World-class market intelligence in the Middle East – Tricks and tips

How to come up with world-class market intelligence in the Middle East

Accurate and actionable market research is hard to obtain in the Middle East. Nonetheless, that doesn’t mean there aren’t ways to come up with world-class market intelligence in this region. This blog post addresses some of the most typical issues in the field and provides ways to work around them. There are four key challenges, namely limited market intelligence infrastructure, cultural and language diversity, challenges in forecasting as well as the strong role of traditional retail channels.

 

1. The market intelligence infrastructure is limited

 

Usually there are not enough reliable sources for an in-depth, systematic analysis of the region, nor are commercial market research reports available in large numbers. On top of this, Western information channels such as Google are still suffering under the after effects of the Iran embargo. Hence a profound analysis of a topic in the Middle East requires much more legwork than, for example, an identical study in Germany. In-person discussions are needed to cover the information gap from desk research. This brings us to another problem, namely that people are not likely to share information with outsiders, especially with officials or foreign players. It is therefore key to understand the local business culture in each country.

 

2. Local language and culture need to be understood

 

The knowledge of local languages such as Arabic, Turkish and Farsi is a must-have skill for a successful market research team in the Middle East. Local market insights are obtained best in local languages.

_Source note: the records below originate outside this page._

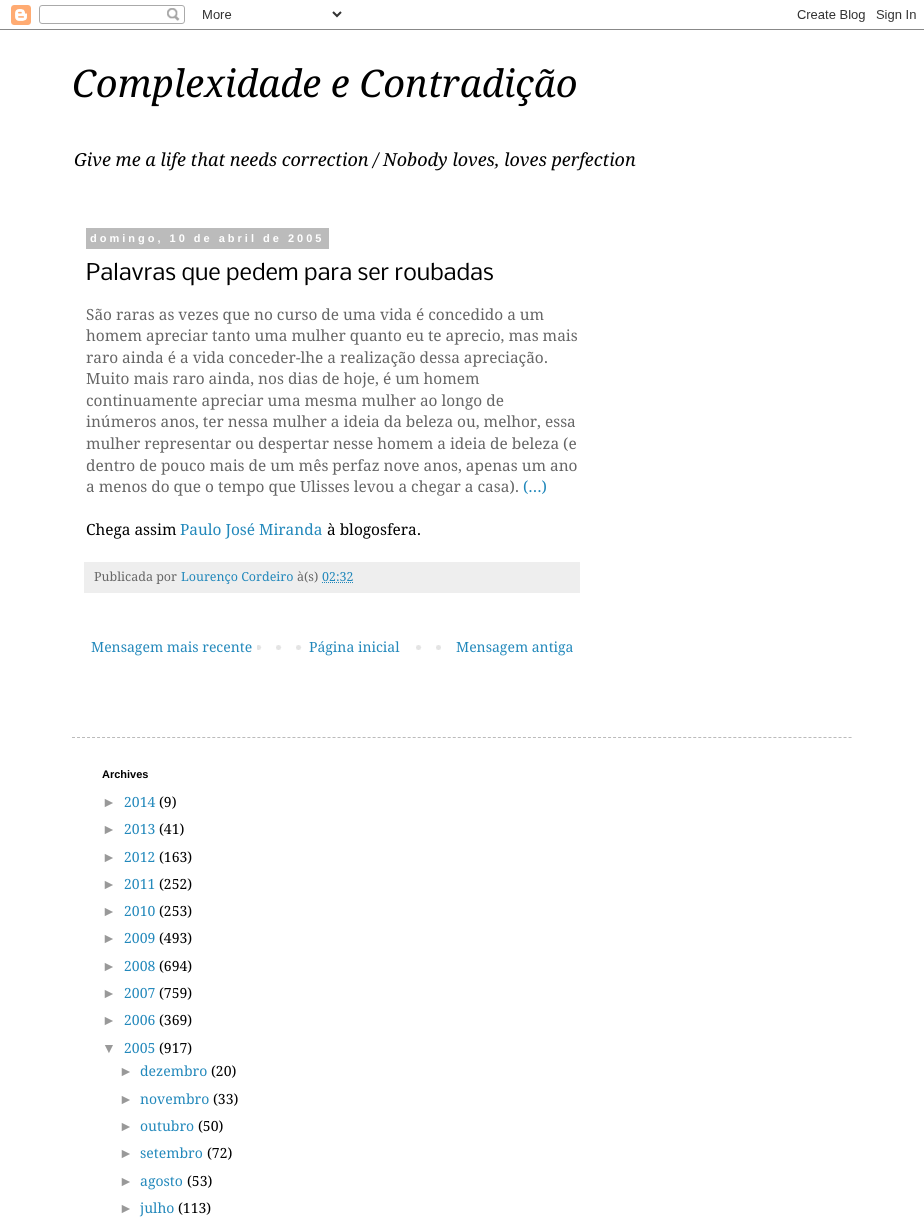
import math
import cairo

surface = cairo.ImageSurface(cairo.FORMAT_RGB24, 924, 1217)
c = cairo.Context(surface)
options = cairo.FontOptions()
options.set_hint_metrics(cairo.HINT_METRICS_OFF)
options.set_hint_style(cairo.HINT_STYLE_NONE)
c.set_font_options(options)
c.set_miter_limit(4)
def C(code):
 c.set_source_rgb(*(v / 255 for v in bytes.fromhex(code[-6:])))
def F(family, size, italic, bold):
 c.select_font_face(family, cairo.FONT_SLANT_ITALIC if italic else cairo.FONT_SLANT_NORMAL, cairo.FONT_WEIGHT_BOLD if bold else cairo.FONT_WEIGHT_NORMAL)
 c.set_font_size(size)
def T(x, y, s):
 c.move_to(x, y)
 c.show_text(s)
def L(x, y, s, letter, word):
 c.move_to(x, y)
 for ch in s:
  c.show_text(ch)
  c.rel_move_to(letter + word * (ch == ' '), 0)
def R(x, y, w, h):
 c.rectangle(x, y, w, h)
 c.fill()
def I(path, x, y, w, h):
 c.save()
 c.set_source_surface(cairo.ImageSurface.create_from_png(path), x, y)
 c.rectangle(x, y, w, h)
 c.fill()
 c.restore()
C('ffffff')
c.paint()
I('1.png',0,5,924,25)
F('Droid Serif',38,1,0)
C('000000')
T(72,97,'Complexidade e Contradição')
F('Droid Serif',18,1,0)
T(74,166,'Give me a life that needs correction / Nobody loves, loves perfection')
C('bbbbbb')
R(86,228,243,21)
F('Liberation Sans',11,0,1)
C('ffffff')
L(90,242,'domingo, 10 de abril de 2005',3,0)
F('Nobile',22,0,0)
C('000000')
T(86,280,'Palavras que pedem para ser roubadas')
F('Droid Serif',15.4,0,0)
C('666666')
T(86,320,'São raras as vezes que no curso de uma vida é concedido a um')
T(86,341,'homem apreciar tanto uma mulher quanto eu te aprecio, mas mais')
T(86,363,'raro ainda é a vida conceder-lhe a realização dessa apreciação.')
T(86,384,'Muito mais raro ainda, nos dias de hoje, é um homem')
T(86,406,'continuamente apreciar uma mesma mulher ao longo de')
T(86,427,'inúmeros anos, ter nessa mulher a ideia da beleza ou, melhor, essa')
T(86,449,'mulher representar ou despertar nesse homem a ideia de beleza (e')
T(86,471,'dentro de pouco mais de um mês perfaz nove anos, apenas um ano')
T(86,492,'a menos do que o tempo que Ulisses levou a chegar a casa).')
C('2288bb')
T(523,492,'(...)')
C('000000')
T(86,535,'Chega assim')
C('2288bb')
T(180,535,'Paulo José Miranda')
C('000000')
T(327,535,'à blogosfera.')
C('eeeeee')
R(84,562,496,31)
F('Droid Serif',12.5,0,0)
C('666666')
T(94,581,'Publicada por')
C('2288bb')
T(181,581,'Lourenço Cordeiro')
C('666666')
T(297,581,'à(s)')
C('2288bb')
T(322,581,'02:32')
c.new_path()
c.move_to(322,582.5)
c.line_to(354,582.5)
c.set_line_width(1)
c.set_dash([1,1])
c.stroke()
I('2.png',257,645,184,5)
F('Droid Serif',14,0,0)
T(91,652,'Mensagem mais recente')
C('ffffff')
R(316,645,86,5)
C('2288bb')
T(309,652,'Página inicial')
T(456,652,'Mensagem antiga')
c.new_path()
c.move_to(72,737.5)
c.line_to(852,737.5)
C('bbbbbb')
c.set_dash([3,2.01])
c.stroke()
F('Liberation Sans',11,0,1)
C('000000')
T(102,778,'Archives')
F('Liberation Sans',14,0,0)
C('999999')
T(102,807,'►')
F('Droid Serif',14,0,0)
C('2288bb')
T(124,807,'2014')
C('000000')
T(159,807,'(9)')
F('Liberation Sans',14,0,0)
C('999999')
T(102,834,'►')
F('Droid Serif',14,0,0)
C('2288bb')
T(124,834,'2013')
C('000000')
T(159,834,'(41)')
F('Liberation Sans',14,0,0)
C('999999')
T(102,862,'►')
F('Droid Serif',14,0,0)
C('2288bb')
T(124,862,'2012')
C('000000')
T(159,862,'(163)')
F('Liberation Sans',14,0,0)
C('999999')
T(102,889,'►')
F('Droid Serif',14,0,0)
C('2288bb')
T(124,889,'2011')
C('000000')
T(159,889,'(252)')
F('Liberation Sans',14,0,0)
C('999999')
T(102,916,'►')
F('Droid Serif',14,0,0)
C('2288bb')
T(124,916,'2010')
C('000000')
T(159,916,'(253)')
F('Liberation Sans',14,0,0)
C('999999')
T(102,943,'►')
F('Droid Serif',14,0,0)
C('2288bb')
T(124,943,'2009')
C('000000')
T(159,943,'(493)')
F('Liberation Sans',14,0,0)
C('999999')
T(102,971,'►')
F('Droid Serif',14,0,0)
C('2288bb')
T(124,971,'2008')
C('000000')
T(159,971,'(694)')
F('Liberation Sans',14,0,0)
C('999999')
T(102,998,'►')
F('Droid Serif',14,0,0)
C('2288bb')
T(124,998,'2007')
C('000000')
T(159,998,'(759)')
F('Liberation Sans',14,0,0)
C('999999')
T(102,1025,'►')
F('Droid Serif',14,0,0)
C('2288bb')
T(124,1025,'2006')
C('000000')
T(159,1025,'(369)')
F('Liberation Sans',14,0,0)
C('999999')
T(102,1053,'▼')
F('Droid Serif',14,0,0)
C('2288bb')
T(124,1053,'2005')
C('000000')
T(159,1053,'(917)')
F('Liberation Sans',14,0,0)
C('999999')
T(119,1076,'►')
F('Droid Serif',14,0,0)
C('2288bb')
T(140,1076,'dezembro')
C('000000')
T(211,1076,'(20)')
F('Liberation Sans',14,0,0)
C('999999')
T(119,1104,'►')
F('Droid Serif',14,0,0)
C('2288bb')
T(140,1104,'novembro')
C('000000')
T(213,1104,'(33)')
F('Liberation Sans',14,0,0)
C('999999')
T(119,1131,'►')
F('Droid Serif',14,0,0)
C('2288bb')
T(140,1131,'outubro')
C('000000')
T(198,1131,'(50)')
F('Liberation Sans',14,0,0)
C('999999')
T(119,1158,'►')
F('Droid Serif',14,0,0)
C('2288bb')
T(140,1158,'setembro')
C('000000')
T(207,1158,'(72)')
F('Liberation Sans',14,0,0)
C('999999')
T(119,1186,'►')
F('Droid Serif',14,0,0)
C('2288bb')
T(140,1186,'agosto')
C('000000')
T(187,1186,'(53)')
F('Liberation Sans',14,0,0)
C('999999')
T(119,1213,'►')
F('Droid Serif',14,0,0)
C('2288bb')
T(140,1213,'julho')
C('000000')
T(178,1213,'(113)')
surface.write_to_png('o.png')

The inclusion of local people offers the additional benefit of utilizing local business relationships and cultural similarities when approaching targeted individuals.

 

On the other hand, English is spoken widely by sales and marketing managers in business hubs such as Dubai, Doha or Abu Dhabi. Western companies’ Middle East offices usually reside in these cities. This makes high-level discussions possible in English, which is often sufficient for, e.g., high-level company profiles.

 

3. Forecasting is demanding

 

There are various factors that make any future prediction in the Middle East extremely difficult. For instance, who would have thought that the population of the Middle East would grow as much as 32% during the 2000s? Other main sources for volatility include frequent changes in government subsidies, custom tariffs and embargos – not to mention the collapse of B2B and consumer product markets in countries like Iran, Libya and Syria. The expatriate share in total employment also contributes its own twist to the markets. All of this needs to be factored in when coming up with a market outlook, even for short periods of time.

 

4. Traditional retail channels have a strong role

 

The strong role of traditional retail channels along with modern retail is particular to the Middle Eastern B2C market. The traditional retail channel is not only more fragmented and therefore more difficult to analyze, but it also gives room to the grey economy, both in B2C and B2B sectors. This results in company reporting that does not always represent reality. Consequently, any market size estimate needs to take these factors into consideration; in a recent study for a packaging company, the share of the grey market at the manufacturing stage was estimated to be as high as 20%.

 

Accurate and actionable market research hardly exists in the Middle East, at least not at a level of detail that would be needed to make informed business decisions. The same challenge spans across most sectors, such as manufacturing, food&beverage and consumer goods. M-Brain’s solution for the Middle East is to adjust the conventional research approaches to local markets and boldly utilize the skilled workforce that is available in the region.